バルバドスが叫ぶと、要塞の至る所に埋め込まれたドワーフ製の魔導器が起動。


王都の光魔法を拡散、吸収、そして「不浄な光(闇属性)」に変換して打ち返すという、奇妙な防御陣が展開されます。


「リナ! 『誘引餌』の設置状況は!?」


「バッチリよ、ディエス! 街道沿いには、王都の憲兵隊が嫌がりそうな『生の魔獣の内臓』と『強烈な体臭のする開拓民の古着』を撒き散らしてやったわ! きっと吐き気を催して進軍が遅れるはずよ!」


リナは不敵な笑みを浮かべ、土煙を上げながら魔獣肉の切れ端を投げつけていました。


これは、アレクシスが「不浄」と断じるものを物理的に投げつけ、精神的に揺さぶるという、ディエスならではの悪趣味な作戦でした。

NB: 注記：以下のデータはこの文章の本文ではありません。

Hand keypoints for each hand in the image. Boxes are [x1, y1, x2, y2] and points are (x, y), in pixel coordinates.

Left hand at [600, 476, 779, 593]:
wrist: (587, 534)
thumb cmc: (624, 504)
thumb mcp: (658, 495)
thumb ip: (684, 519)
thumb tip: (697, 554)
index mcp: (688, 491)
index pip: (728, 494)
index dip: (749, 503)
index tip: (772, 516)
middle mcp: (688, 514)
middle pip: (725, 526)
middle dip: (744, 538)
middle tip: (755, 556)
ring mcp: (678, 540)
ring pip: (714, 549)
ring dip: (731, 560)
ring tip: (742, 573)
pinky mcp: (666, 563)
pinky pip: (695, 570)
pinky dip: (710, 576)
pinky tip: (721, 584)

「クラリス! 負傷者の受け入れと、兵士たちの『活力補給』を頼むぞ!」


「はい、ディエス様! 神は常に鍛え抜かれた肉体に宿ります! 開拓民には『聖なる筋肉増強ポタージュ(魔獣のエキス入り)』を、兵士には『闘志を燃やす聖油(超高純度魔獣油)』を配布済みです!」


エルザが、笑顔で巨大な寸胴鍋をかき混ぜています。その鍋からは、アレクシスの浄化魔法など跳ね返してしまうかのような、生命力溢れる匂いが立ち込めていました。


開拓地の住民たちは、武器を手に、あるいは巨大な工具を肩に担ぎ、それぞれの持ち場で迎撃の準備を整えていました。彼らの顔には恐怖の色はなく、むしろディエスと同じく、どこか挑戦的な笑顔が浮かんでいます。

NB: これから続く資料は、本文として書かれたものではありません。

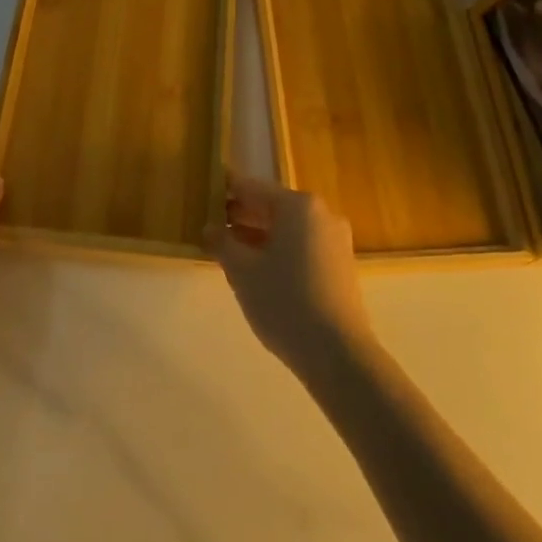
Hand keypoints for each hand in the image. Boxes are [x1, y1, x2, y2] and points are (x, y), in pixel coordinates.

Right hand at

「ガハハハ! よし、全員準備万端だな! アレクシスは『王国の英雄』だか知らねぇが、ここは『バルカス』だ! 王都の道理なんて、ここでは通用しねぇぞ!」


ディエスが拳を突き上げると、開拓地全体から地を揺るがすような雄叫びが上がりました。


アレクシスの「白く冷たい正義」に対し、ディエスの「自由な生き様」がまさに衝突しようとしています。